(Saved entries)
....

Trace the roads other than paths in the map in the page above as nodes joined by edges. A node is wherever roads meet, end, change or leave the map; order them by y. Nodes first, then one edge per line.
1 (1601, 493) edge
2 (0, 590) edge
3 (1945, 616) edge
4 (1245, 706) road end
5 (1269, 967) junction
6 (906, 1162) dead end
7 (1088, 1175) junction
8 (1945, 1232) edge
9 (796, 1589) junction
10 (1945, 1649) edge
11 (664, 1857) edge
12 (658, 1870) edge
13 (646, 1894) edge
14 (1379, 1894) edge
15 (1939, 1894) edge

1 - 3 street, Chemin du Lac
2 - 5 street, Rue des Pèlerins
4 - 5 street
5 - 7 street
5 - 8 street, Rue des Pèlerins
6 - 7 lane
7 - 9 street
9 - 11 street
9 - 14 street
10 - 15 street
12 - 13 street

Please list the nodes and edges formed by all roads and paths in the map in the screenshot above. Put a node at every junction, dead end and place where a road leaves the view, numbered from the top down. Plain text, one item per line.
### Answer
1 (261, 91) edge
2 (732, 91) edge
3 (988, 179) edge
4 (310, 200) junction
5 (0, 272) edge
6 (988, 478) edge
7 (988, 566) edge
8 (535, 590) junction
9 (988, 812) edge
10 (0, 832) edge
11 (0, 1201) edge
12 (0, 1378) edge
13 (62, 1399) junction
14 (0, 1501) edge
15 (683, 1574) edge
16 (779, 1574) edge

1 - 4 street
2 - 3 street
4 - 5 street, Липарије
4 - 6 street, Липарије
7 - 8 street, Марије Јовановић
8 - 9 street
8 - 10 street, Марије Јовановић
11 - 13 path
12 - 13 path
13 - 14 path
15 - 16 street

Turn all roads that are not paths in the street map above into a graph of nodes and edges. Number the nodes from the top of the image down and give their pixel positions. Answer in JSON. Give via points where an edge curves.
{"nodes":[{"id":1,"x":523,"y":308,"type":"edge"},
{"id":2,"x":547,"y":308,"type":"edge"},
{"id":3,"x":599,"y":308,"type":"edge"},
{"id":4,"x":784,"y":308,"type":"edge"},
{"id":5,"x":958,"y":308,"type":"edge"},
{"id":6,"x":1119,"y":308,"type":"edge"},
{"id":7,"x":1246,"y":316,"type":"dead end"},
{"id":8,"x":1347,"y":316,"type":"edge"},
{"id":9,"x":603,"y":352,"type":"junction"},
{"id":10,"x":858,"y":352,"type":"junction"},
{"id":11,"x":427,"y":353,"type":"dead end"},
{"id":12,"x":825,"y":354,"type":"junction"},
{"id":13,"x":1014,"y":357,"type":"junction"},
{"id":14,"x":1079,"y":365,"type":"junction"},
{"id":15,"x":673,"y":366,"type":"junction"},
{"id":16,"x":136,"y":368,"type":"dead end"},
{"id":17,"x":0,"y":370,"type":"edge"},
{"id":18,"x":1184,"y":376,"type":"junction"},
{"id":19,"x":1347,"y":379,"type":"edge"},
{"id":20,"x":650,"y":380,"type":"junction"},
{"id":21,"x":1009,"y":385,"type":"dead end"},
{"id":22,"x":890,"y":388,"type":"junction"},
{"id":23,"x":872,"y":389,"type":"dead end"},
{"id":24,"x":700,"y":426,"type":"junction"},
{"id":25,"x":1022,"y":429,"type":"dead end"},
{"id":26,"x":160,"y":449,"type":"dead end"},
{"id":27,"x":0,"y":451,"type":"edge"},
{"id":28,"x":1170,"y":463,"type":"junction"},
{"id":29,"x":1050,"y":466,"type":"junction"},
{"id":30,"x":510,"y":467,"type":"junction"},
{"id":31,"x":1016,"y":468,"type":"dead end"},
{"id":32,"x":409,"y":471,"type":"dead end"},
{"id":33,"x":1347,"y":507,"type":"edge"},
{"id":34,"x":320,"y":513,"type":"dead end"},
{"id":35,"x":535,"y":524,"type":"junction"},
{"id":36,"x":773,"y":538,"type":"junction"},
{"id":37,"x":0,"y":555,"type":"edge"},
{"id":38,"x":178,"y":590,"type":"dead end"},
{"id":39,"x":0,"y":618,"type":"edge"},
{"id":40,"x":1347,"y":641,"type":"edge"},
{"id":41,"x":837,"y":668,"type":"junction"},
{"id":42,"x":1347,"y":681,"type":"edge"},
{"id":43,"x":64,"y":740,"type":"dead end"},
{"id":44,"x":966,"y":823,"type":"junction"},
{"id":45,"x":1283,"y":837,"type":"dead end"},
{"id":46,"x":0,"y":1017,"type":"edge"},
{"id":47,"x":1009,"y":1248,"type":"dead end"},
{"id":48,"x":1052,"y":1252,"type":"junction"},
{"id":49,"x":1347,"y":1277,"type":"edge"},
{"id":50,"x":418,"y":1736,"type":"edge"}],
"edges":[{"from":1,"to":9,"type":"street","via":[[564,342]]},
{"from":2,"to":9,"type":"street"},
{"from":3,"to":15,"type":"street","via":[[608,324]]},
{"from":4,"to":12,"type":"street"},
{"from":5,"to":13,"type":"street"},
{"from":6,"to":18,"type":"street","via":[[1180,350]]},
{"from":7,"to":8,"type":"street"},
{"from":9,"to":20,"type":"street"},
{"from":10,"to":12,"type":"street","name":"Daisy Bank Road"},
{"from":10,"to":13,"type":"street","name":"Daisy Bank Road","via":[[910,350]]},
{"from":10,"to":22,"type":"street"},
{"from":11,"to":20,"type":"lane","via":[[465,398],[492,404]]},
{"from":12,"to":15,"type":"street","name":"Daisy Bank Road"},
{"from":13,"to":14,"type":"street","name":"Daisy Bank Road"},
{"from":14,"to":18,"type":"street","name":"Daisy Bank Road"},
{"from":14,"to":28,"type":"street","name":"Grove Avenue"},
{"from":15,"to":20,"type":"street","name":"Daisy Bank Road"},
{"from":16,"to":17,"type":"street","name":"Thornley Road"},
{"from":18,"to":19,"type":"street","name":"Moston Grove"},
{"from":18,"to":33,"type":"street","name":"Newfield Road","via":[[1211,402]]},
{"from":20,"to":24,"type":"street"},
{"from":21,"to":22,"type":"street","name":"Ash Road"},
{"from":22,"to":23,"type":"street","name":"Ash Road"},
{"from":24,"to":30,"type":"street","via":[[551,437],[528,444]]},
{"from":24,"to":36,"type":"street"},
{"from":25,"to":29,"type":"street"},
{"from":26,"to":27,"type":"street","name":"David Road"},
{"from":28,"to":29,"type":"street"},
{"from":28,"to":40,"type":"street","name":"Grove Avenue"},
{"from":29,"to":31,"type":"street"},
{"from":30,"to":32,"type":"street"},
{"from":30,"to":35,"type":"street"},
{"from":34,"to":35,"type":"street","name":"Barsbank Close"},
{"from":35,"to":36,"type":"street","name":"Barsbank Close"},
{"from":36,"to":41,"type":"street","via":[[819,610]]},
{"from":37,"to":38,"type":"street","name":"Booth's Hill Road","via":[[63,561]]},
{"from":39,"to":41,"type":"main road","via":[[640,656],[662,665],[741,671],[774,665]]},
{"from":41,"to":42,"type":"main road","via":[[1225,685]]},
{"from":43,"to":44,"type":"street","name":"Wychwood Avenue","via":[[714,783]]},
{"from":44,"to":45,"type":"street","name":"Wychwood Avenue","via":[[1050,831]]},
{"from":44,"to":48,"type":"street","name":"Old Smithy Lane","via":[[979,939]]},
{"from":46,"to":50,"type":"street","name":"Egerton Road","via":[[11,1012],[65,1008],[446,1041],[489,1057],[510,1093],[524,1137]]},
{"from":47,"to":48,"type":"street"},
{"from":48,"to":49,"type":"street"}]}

....

From the records given above, copy all lines containing "Daisy".

{"from":10,"to":12,"type":"street","name":"Daisy Bank Road"},
{"from":10,"to":13,"type":"street","name":"Daisy Bank Road","via":[[910,350]]},
{"from":12,"to":15,"type":"street","name":"Daisy Bank Road"},
{"from":13,"to":14,"type":"street","name":"Daisy Bank Road"},
{"from":14,"to":18,"type":"street","name":"Daisy Bank Road"},
{"from":15,"to":20,"type":"street","name":"Daisy Bank Road"},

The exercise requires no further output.